Page 1 of 2

ideas on speeding up stats

Posted: Mon May 12, 2008 2:46 pm
by VijayPande
We have been looking at how we can speed our stats updates. Looking at our db, we see that there's a primary culprit to slow stats updates: The " Contributions by team and project" pages. These are the pages like

http://fah-web.stanford.edu/cgi-bin/mai ... range=4000

We think we should stop updating these pages in order to keep the stats updating going much more speedily. We have some ideas for how to get similar functionality by using other tables we have. This functionality would not list the number of WU's by project as is now, but would allow donors to query a project number to find out how many WU's were completed.

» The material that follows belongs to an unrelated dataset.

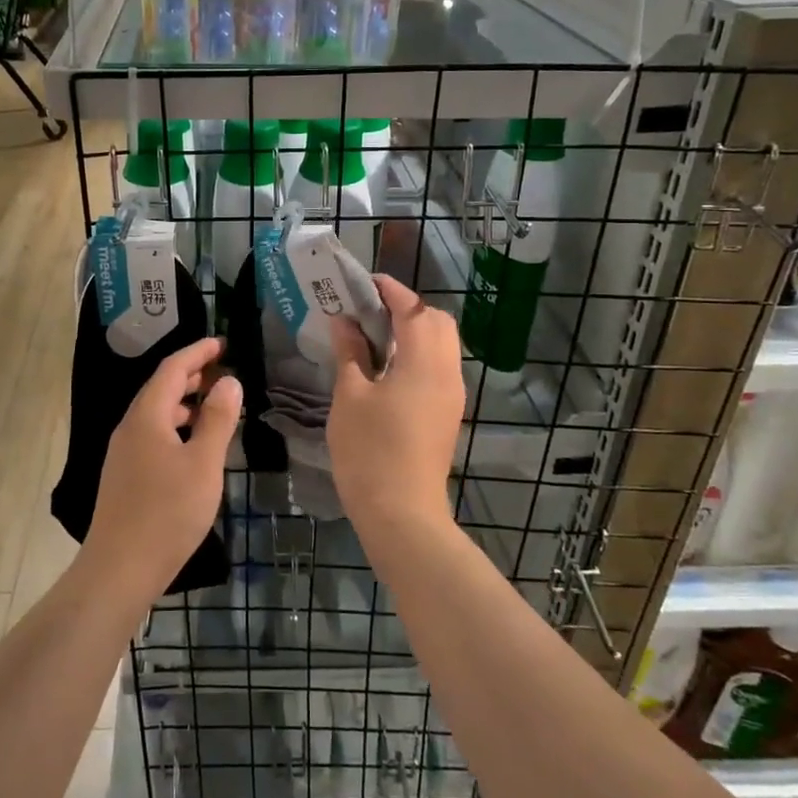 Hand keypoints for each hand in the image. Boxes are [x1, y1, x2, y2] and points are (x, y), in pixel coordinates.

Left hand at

Slow stats updates are going to be a problem unless we deal with this now, so we'd like to get moving on this. Please give us your opinion over the next week. Thanks!

Re: ideas on speeding up stats

Posted: Mon May 12, 2008 3:39 pm
by Ren02
I use these pages seldom. Mainly for looking up projects I folded awhile ago, so I probably won't remember the exact project numbers unless I see them. These pages definitely add to the FAH experience though.

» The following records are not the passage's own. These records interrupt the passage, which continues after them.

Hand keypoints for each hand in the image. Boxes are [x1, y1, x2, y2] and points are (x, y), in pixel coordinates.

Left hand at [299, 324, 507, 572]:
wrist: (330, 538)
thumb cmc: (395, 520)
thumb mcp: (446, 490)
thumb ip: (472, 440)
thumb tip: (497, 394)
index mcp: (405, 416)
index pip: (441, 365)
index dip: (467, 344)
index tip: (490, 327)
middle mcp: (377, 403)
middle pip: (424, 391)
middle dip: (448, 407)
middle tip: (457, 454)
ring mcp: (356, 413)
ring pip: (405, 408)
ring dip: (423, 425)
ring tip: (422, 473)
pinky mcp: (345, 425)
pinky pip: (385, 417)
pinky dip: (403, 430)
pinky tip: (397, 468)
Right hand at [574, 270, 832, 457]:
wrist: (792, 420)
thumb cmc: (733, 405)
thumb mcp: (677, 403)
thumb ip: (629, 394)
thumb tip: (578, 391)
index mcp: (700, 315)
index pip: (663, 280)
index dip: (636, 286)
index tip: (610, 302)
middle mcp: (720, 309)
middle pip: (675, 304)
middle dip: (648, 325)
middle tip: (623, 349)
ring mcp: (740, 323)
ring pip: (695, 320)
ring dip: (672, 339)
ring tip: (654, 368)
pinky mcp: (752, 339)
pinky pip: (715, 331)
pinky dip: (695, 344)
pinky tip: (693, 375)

Can I suggest another option?
Would it help your servers if these stats are updated less frequently, like once per week for instance?

Re: ideas on speeding up stats

Posted: Mon May 12, 2008 5:14 pm
by toTOW
I use these pages ... I'd like to be able to keep using this functionality, but I don't care if they're updated less frequently than the other stats ...

Re: ideas on speeding up stats

Posted: Mon May 12, 2008 5:42 pm
by Foxery
Does the code process everyone in the database every time, or is it able to only spend CPU cycles on donors who have submitted new results, and skip over inactive ones? I know you don't like to edit the database, but perhaps you could somehow separate donors and teams who have not been heard from in a very long time, such that very old results are archived, but not part of the processing. These unchanging data points would also not be packaged with the Lists that 3rd party sites download every day.

Re: ideas on speeding up stats

Posted: Mon May 12, 2008 6:20 pm
by v00d00
Ideas:

1. Update the main stats page once per week as suggested (Sunday morning 3am??).
2. Update main stats once per day, and make it possible for the FAH client to download the relevant team/user data when it picks up a workunit, ready to be displayed in the MyFolding.html file. Maybe as an option in the cfg.
3. Make only short stats. The one only open to top 2k teams.
4. Do away with the stats pages and add more detail to the daily_user/team files, then create an offline reader to parse it so those that want to read there stats can.

Personally i use EOC more than i use Stanford.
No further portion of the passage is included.